Cuban revolutionary leader Fidel Castro, who for years was always
puffing on a Cuban Cohiba cigar, gave them up in the mid-1980s. A
ferocious anti-smoking campaign by the government in the last 10 years
also has had an impact. But it's really about the cost.
Rolando Robaina, a taxi driver from Vinales, a town in the tobacco
region, gives his visitors two cigars as a goodwill gesture on a trip
from Havana, then offers to sell them more. As for himself, "No, I don't
smoke," he said.
"The only people I've ever seen puffing on cigars have been in cigar
factories, and even in Pinar del Rio, someone might smoke for the
theatrical side of things," said Bill Messina, an agricultural economist
at the University of Florida who's an expert on Cuba and has been there
a dozen times since the 1990s. "It's a luxury good."
John Kavulich, a senior policy adviser with the U.S.-Cuba Trade and
Economic Council, said it came down to: "Do you have money for lunch or
for a cigar today?"
With salaries that average $17 to $20 a month, even a cigar that costs
the equivalent of a dollar in Cuba's currency is out of reach. There are
low-quality cigars available for less, but they aren't popular.

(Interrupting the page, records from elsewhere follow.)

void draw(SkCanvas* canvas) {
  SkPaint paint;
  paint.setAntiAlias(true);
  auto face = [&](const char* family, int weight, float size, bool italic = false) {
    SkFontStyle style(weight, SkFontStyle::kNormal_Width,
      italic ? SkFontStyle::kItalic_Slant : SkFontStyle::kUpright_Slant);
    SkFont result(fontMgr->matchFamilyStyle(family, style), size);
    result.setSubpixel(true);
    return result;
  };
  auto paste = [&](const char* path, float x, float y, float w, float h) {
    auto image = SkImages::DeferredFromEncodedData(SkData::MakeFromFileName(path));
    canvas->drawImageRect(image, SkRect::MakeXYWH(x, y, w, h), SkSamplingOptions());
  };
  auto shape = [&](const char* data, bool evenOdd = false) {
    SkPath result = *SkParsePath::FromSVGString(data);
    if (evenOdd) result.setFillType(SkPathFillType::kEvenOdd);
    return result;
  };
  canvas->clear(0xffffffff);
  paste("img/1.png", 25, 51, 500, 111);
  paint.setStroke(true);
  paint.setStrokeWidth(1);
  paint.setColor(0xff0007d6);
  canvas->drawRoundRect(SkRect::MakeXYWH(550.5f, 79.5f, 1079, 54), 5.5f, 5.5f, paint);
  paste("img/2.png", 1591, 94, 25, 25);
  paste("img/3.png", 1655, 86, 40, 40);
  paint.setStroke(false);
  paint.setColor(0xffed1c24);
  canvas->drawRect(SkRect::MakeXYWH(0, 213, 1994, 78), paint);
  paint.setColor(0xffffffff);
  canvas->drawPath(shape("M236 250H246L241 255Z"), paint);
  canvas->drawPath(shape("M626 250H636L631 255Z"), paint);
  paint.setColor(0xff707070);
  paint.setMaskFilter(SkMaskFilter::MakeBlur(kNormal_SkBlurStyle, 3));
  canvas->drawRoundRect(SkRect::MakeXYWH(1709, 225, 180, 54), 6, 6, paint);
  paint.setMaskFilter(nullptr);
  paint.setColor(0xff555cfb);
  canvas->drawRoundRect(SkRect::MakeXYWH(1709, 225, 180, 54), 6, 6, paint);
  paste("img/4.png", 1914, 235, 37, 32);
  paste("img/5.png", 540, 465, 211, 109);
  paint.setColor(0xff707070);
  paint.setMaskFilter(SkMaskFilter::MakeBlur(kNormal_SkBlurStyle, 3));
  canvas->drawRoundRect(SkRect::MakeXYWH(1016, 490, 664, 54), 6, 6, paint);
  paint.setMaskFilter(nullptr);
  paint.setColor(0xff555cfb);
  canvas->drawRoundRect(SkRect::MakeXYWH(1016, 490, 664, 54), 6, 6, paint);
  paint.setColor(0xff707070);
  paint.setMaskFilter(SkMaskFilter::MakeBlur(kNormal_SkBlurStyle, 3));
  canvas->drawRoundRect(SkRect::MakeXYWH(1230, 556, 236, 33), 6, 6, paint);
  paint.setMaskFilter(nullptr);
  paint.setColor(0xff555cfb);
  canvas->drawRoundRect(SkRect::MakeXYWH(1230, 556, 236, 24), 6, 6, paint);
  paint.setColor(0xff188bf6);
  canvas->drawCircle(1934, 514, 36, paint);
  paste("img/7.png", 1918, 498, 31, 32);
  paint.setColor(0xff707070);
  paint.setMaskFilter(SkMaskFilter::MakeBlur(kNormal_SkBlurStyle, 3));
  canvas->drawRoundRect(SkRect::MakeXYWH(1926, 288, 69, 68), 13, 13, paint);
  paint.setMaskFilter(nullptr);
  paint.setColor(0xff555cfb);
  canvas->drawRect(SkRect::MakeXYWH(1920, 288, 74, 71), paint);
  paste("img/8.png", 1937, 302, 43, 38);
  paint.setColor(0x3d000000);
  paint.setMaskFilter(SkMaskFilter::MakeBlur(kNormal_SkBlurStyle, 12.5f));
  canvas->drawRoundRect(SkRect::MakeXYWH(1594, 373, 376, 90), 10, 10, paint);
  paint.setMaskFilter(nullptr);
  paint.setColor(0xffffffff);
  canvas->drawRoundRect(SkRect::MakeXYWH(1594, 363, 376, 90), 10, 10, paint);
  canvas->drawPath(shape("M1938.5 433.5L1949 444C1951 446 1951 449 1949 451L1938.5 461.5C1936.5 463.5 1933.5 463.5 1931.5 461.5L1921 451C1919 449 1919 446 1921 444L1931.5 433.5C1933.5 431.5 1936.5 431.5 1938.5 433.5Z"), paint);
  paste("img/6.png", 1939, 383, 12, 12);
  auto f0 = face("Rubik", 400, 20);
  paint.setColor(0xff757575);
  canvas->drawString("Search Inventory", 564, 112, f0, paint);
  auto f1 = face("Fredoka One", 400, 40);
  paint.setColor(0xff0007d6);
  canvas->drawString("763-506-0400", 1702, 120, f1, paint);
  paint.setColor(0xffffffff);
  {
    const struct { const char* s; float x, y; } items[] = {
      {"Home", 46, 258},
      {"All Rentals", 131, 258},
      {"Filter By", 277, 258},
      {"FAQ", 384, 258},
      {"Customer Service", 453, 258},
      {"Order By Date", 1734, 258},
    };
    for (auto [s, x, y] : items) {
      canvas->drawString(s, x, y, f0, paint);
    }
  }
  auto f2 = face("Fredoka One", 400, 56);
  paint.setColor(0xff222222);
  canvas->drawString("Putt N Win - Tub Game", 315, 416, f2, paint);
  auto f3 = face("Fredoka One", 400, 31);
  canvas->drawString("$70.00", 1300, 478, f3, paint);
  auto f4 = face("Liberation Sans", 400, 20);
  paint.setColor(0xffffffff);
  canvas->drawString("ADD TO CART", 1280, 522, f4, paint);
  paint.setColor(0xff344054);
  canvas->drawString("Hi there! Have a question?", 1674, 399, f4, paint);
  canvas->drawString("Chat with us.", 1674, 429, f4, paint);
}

Archibald Ritter, a Cuba expert at Ottawa's Carleton University, said
that until about 10 years ago cigars were included in every Cuban's
monthly ration card - five a month at reduced prices.
"People would get the ration and then re-sell it," Ritter said.
"Everybody became buyers and sellers. It was sort of an ironic and
counterintuitive approach - turning people into mini-capitalists."
Cigars are one of Cuba's few exports, along with nickel, sugar and
shellfish, but they've been a constant source of revenue, as well as of
pride.
"It remains a status symbol," said Jose Azel, a professor at the
University of Miami.
Cuba exported about $240 million in cigars last year, according to
Rafael Romeu, the president of the Association for the Study of the
Cuban Economy, a Washington nonprofit organization. That's only 4.5
percent of Cuban exports.
"It has more of a symbolic role," Romeu said. "It's a brand for Cuba."
And a brand that's especially coveted in the United States, where Cuban
cigars have been the high-profile product in a 50-year economic embargo
of communist Cuba.
"There's always the nature of a taboo," said Gordon Mott, the executive
editor of Cigar Aficionado, a New York-based bimonthly magazine. The
magazine, which always features a story or an item on Cuba, is a big
proponent of the Cuban cigar.
"Based on our tasting reports, Cuban cigars are better today than at any
point in the last 15 years," Mott said.